> **Supplied records**:
[Start of Attachment]

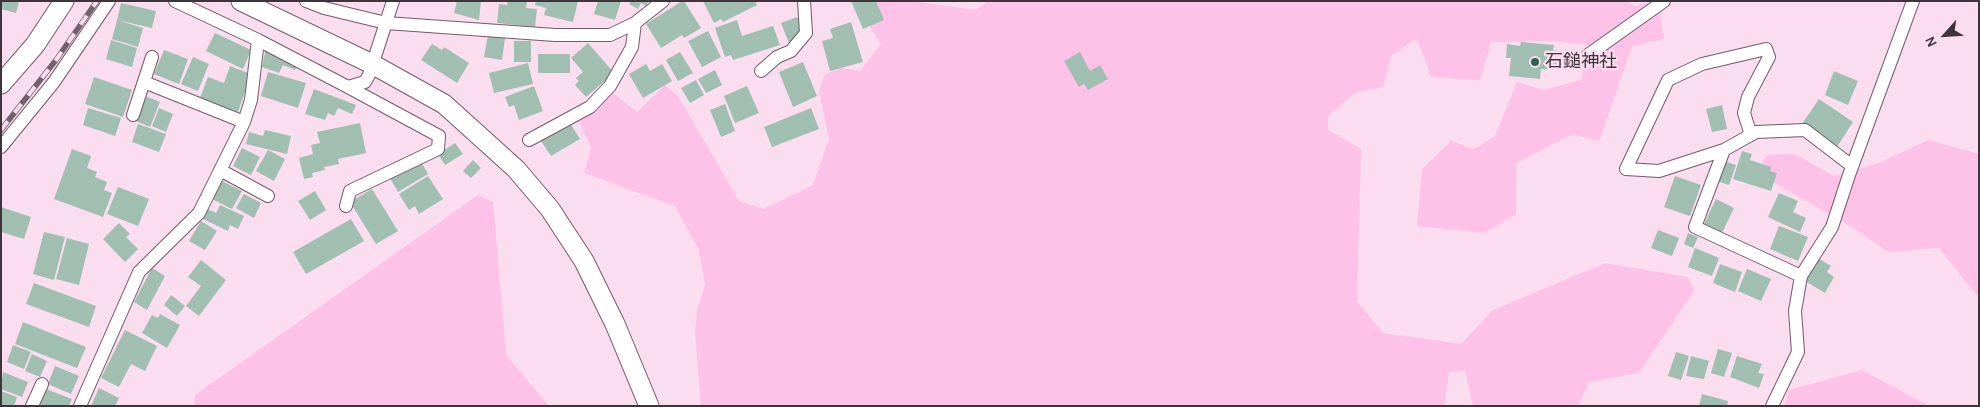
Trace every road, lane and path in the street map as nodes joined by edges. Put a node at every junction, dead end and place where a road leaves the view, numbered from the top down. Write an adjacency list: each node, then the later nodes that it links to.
1 (64, 1): 19 (street)
2 (109, 1): 25 (street)
3 (176, 1): 13 (street)
4 (241, 1): 16 (street)
5 (306, 1): 11 (street)
6 (393, 1): 11 (street)
7 (663, 1): 12 (street)
8 (804, 1): 17 (street)
9 (1664, 1): 14 (street)
10 (1913, 1): 27 (street)
11 (386, 23): 12 (street); 16 (street)
12 (635, 23): 24 (street)
13 (258, 40): 20 (street); 22 (street)
14 (1588, 55)
15 (152, 57): 18 (street)
16 (372, 64): 20 (street); 35 (street)
17 (761, 71)
18 (144, 82): 21 (street); 22 (street)
19 (1, 84)
20 (348, 86): 30 (street)
21 (132, 115)
22 (244, 122): 28 (street)
23 (1751, 135): 26 (street); 26 (street); 27 (street)
24 (529, 140)
25 (1, 147)
26 (1724, 150): 31 (street)
27 (1852, 166): 31 (street)
28 (220, 170): 29 (street); 34 (street)
29 (268, 196)
30 (346, 206)
31 (1801, 276): 36 (street)
32 (42, 384): 33 (street)
33 (32, 406)
34 (80, 406)
35 (649, 406)
36 (1772, 406)

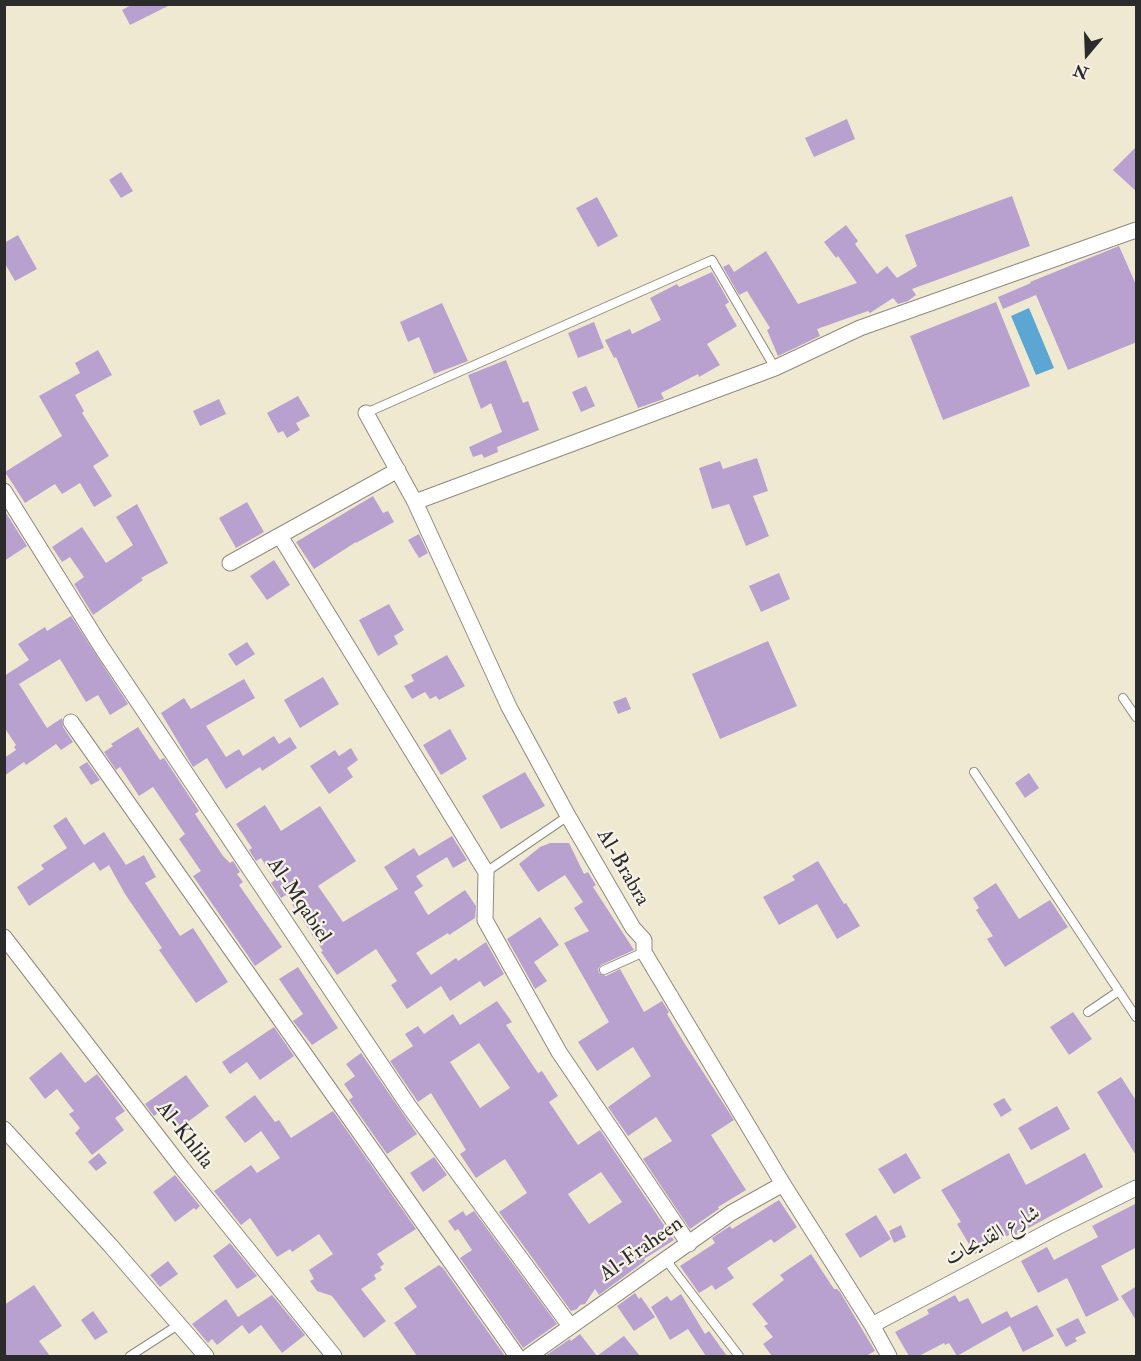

[End of Attachment]

> **Exercise brief**: Since the copy should hold text only, set down each record exactly and leave the pictures out.

> **Expected output**:
Trace every road, lane and path in the street map as nodes joined by edges. Put a node at every junction, dead end and place where a road leaves the view, numbered from the top down. Write an adjacency list: each node, then the later nodes that it links to.
1 (64, 1): 19 (street)
2 (109, 1): 25 (street)
3 (176, 1): 13 (street)
4 (241, 1): 16 (street)
5 (306, 1): 11 (street)
6 (393, 1): 11 (street)
7 (663, 1): 12 (street)
8 (804, 1): 17 (street)
9 (1664, 1): 14 (street)
10 (1913, 1): 27 (street)
11 (386, 23): 12 (street); 16 (street)
12 (635, 23): 24 (street)
13 (258, 40): 20 (street); 22 (street)
14 (1588, 55)
15 (152, 57): 18 (street)
16 (372, 64): 20 (street); 35 (street)
17 (761, 71)
18 (144, 82): 21 (street); 22 (street)
19 (1, 84)
20 (348, 86): 30 (street)
21 (132, 115)
22 (244, 122): 28 (street)
23 (1751, 135): 26 (street); 26 (street); 27 (street)
24 (529, 140)
25 (1, 147)
26 (1724, 150): 31 (street)
27 (1852, 166): 31 (street)
28 (220, 170): 29 (street); 34 (street)
29 (268, 196)
30 (346, 206)
31 (1801, 276): 36 (street)
32 (42, 384): 33 (street)
33 (32, 406)
34 (80, 406)
35 (649, 406)
36 (1772, 406)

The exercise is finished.